Sammanfattning: The preferred method for synthesising therapeutic peptides today is by Solid-Phase Peptide Synthesis (SPPS). SPPS is a wasteful process, where the main component of the waste is hazardous solvents, i.e., N,N-dimethylformamide (DMF), N-methylpyrrolidone (NMP) or dichloromethane (DCM). 3 It is therefore desirable to search for new and greener solvents to use for SPPS, which is what has been studied in this project. Five different solvents were chosen for this study: dihydrolevoglucosenone (Cyrene), ethyl acetate (EtOAc), 1,3-dioxolane (DOL), 2-methyl tetrahydrofuran (2-Me-THF) and N-butylpyrrolidinone (NBP).
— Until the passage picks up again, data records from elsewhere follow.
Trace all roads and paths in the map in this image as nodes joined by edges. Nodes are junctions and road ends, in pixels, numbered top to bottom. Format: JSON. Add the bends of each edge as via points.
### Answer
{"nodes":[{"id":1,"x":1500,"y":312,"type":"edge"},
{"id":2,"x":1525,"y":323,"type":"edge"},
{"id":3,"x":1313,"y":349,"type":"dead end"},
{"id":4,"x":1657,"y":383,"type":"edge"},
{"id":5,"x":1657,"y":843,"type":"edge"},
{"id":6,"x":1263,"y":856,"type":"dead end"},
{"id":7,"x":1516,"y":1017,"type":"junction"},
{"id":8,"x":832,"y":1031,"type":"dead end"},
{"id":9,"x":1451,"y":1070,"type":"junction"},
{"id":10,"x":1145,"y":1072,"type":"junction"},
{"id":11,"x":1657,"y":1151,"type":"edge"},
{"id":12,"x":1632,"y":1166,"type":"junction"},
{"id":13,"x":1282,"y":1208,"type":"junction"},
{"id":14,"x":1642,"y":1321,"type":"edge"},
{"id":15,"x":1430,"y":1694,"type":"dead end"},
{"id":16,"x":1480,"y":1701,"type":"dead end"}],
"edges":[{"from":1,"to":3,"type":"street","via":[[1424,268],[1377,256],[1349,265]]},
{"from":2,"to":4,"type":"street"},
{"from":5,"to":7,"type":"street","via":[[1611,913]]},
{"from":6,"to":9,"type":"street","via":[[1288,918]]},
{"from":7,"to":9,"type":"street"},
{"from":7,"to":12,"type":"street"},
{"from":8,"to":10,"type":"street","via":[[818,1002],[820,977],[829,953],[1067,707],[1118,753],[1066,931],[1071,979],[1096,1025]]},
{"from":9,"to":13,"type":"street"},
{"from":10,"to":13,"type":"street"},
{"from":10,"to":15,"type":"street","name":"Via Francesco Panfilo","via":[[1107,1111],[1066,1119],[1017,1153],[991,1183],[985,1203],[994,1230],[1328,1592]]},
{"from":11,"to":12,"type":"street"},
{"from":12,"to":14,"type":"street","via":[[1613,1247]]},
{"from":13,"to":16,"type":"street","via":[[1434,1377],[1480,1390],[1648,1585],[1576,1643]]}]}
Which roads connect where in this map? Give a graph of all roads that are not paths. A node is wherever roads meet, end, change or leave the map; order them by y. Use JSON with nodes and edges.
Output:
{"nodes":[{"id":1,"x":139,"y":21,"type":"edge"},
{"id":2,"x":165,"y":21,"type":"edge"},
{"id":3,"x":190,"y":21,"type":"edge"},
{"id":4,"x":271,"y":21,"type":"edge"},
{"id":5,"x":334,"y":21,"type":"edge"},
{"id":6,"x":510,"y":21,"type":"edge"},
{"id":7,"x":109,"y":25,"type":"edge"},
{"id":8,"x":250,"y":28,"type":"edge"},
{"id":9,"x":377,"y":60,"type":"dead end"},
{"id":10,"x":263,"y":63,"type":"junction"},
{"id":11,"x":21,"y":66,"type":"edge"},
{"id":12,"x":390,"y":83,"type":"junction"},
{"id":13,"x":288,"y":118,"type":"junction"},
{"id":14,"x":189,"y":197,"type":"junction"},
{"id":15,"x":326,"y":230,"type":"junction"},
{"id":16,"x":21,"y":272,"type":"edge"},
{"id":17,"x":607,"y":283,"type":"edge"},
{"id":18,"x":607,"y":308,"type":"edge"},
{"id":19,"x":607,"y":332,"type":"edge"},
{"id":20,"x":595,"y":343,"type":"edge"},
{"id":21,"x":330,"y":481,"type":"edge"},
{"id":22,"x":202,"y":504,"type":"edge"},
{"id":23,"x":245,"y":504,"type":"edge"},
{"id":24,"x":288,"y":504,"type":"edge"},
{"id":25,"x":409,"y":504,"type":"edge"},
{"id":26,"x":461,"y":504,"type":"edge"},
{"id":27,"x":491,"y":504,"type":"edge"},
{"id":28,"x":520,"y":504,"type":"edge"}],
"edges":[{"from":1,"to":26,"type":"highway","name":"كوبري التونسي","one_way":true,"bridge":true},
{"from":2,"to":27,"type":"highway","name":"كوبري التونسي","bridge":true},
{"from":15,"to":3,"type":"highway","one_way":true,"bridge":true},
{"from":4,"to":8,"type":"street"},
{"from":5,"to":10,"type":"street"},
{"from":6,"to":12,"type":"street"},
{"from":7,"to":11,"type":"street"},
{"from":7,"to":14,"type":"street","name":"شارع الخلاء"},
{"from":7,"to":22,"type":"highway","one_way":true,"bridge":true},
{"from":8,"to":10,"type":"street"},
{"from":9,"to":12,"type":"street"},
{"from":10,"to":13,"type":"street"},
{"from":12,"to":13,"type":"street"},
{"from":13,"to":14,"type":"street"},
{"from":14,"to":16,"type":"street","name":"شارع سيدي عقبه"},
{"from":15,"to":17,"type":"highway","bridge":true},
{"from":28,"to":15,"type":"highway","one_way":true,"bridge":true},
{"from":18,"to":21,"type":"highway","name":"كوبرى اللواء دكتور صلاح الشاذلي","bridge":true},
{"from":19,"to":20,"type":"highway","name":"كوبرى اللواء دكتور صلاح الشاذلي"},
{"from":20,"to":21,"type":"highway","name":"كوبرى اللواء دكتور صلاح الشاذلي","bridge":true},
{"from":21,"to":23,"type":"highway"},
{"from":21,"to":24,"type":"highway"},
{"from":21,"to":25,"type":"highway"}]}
By systematic evaluation of the solvents, or binary mixtures of these, for their resin swelling capacity and ability to dissolve amino acids and reagents, it was possible to find solvents and solvent systems to be used in SPPS. Eight solvents and binary mixtures of varying “greenness” were identified as possible replacements for today’s solvents. Three of these solvents and binary mixtures were found to perform better than DMF by producing higher yield and purity in synthesis of [Asp5]-vasopressin, i.e., NBP, NBP:EtOAc (1:1), NBP:2-Me-THF (1:1). NBP was further investigated for its utility in SPPS and was found to be successful with various coupling reagents and resins in synthesis of [Asp5]-vasopressin. NBP was lastly used in synthesis of [Asp26]-calcitonin, which gave good yield of 28.7% and high purity of 97.9%. This further proved that NBP shows great potential for replacing DMF in SPPS.